The 10 bands in the dual camera system enable direct comparison between satellite and drone data because the bands are similar to the spectral bands of both Sentinel and Landsat satellite systems.
“A lot of people have asked us for spectral bands that correlate with these satellite data sets so they can correlate drone-based and satellite-based spectral data. Anyone who wants to do satellite versus drone-based multispectral comparisons, the 10 band can be useful for that,” Baustian said.
He said the biggest difference with Sentinel 2 data or Landsat 8 data and information obtained via drone with the MicaSense dual camera system is that the MicaSense system provides a resolution of about eight centimetres per pixel with a fixed wind drone while the satellite images are more than a metre per pixel.
“Every time the Trinity (drone) triggers the dual camera system, it captures 10 images files, 10 TIFF files, and I think the size is 2.5 megabytes each. So it is a lot of data you’re capturing,” Baustian said.
He said the biggest advantage of using the 10-band system is there are many more possibilities of finding an index that is more effective at helping analyze a data set.
“With more spectral bands you have more possibilities for identifying spectral responses of a specific disease, a higher chance of success for researchers or analytics companies wanting to identify not just weeds versus crops, but specific species of weeds versus crops,” Baustian said.
He said the normalized difference vegetation index (NDVI) is generated with near infrared and red, and that the dual camera system has two reds so if a user can’t see what they are looking for in one band, they can look in the other to see if there is any variability from index to index.
“For NDRE (normalized difference red edge index) you’ve got many different possibilities, you can use the 840 with the 740, you can use the 840 with the 717, you can use the 840 with the 705. We’ve even ran indices using the 740 as the near-infrared band and we’ve been able to pull things out of that data that wasn’t visible using the 840,” Baustian said.

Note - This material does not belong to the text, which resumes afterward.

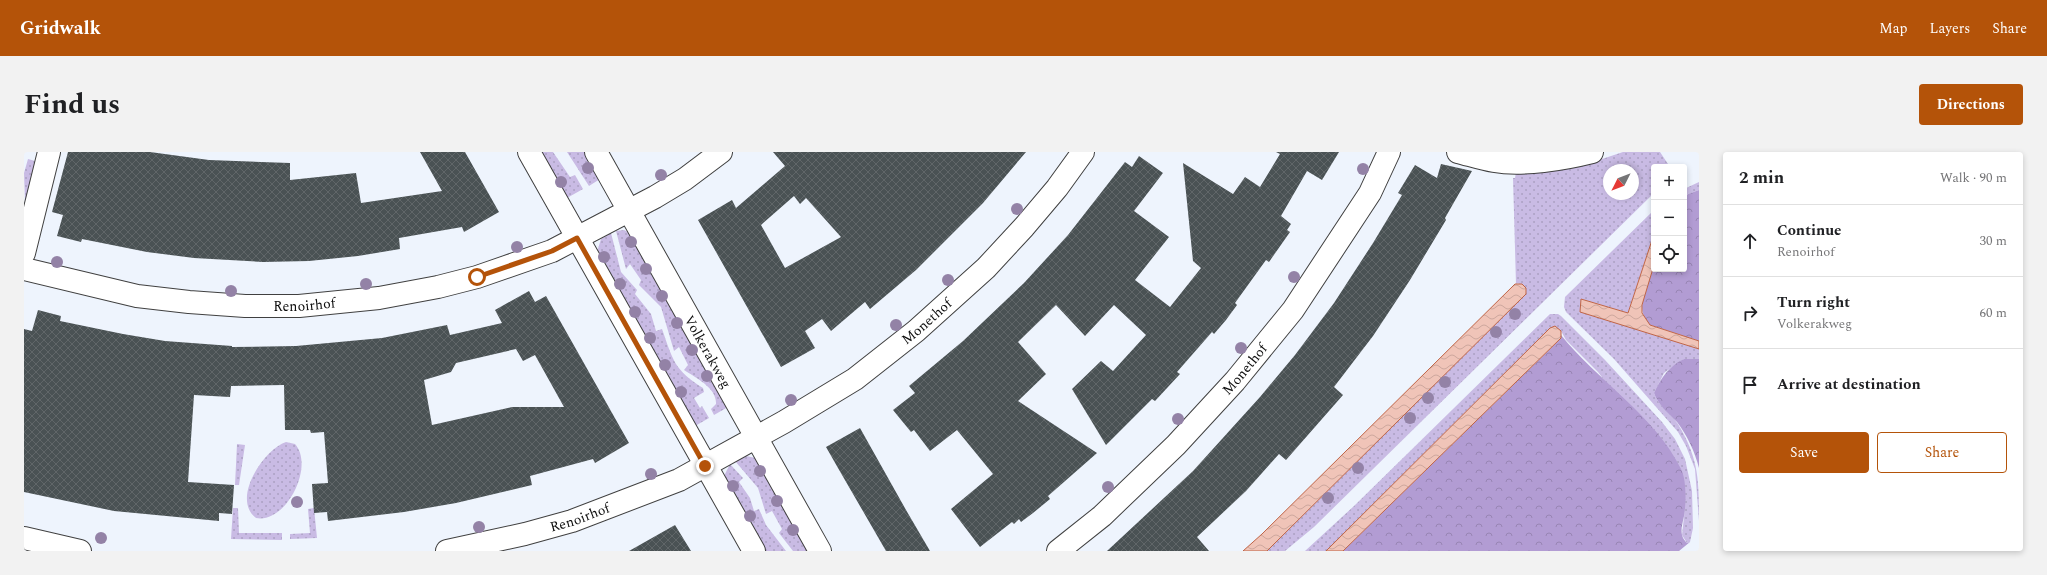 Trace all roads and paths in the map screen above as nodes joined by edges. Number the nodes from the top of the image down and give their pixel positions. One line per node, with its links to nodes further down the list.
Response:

Quantum-Systems out of Germany recently updated its fixed-wing drone and it’s the only fixed-wing drone compatible with the MicaSense dual camera system.
The Trinity F90+ has a flight time up to 90 minutes, post-processed kinematic (PPK) ready with better than two cm accuracy, and a long range telemetry solution of up to 7.5 kilometres.
A company called Measure is the exclusive dealer for Quantum-Systems in Canada.
Teri Ruecker of Measure said the 10-band MicaSense sensors will help users find more indices that will enable them to track down specific crop pests, diseases and weeds and eventually help growers fine tune their crop protection product applications.
“Anytime we can start limiting herbicide and fine tuning what we put on our field is going to be good for both the farmer and the environment,” Ruecker said.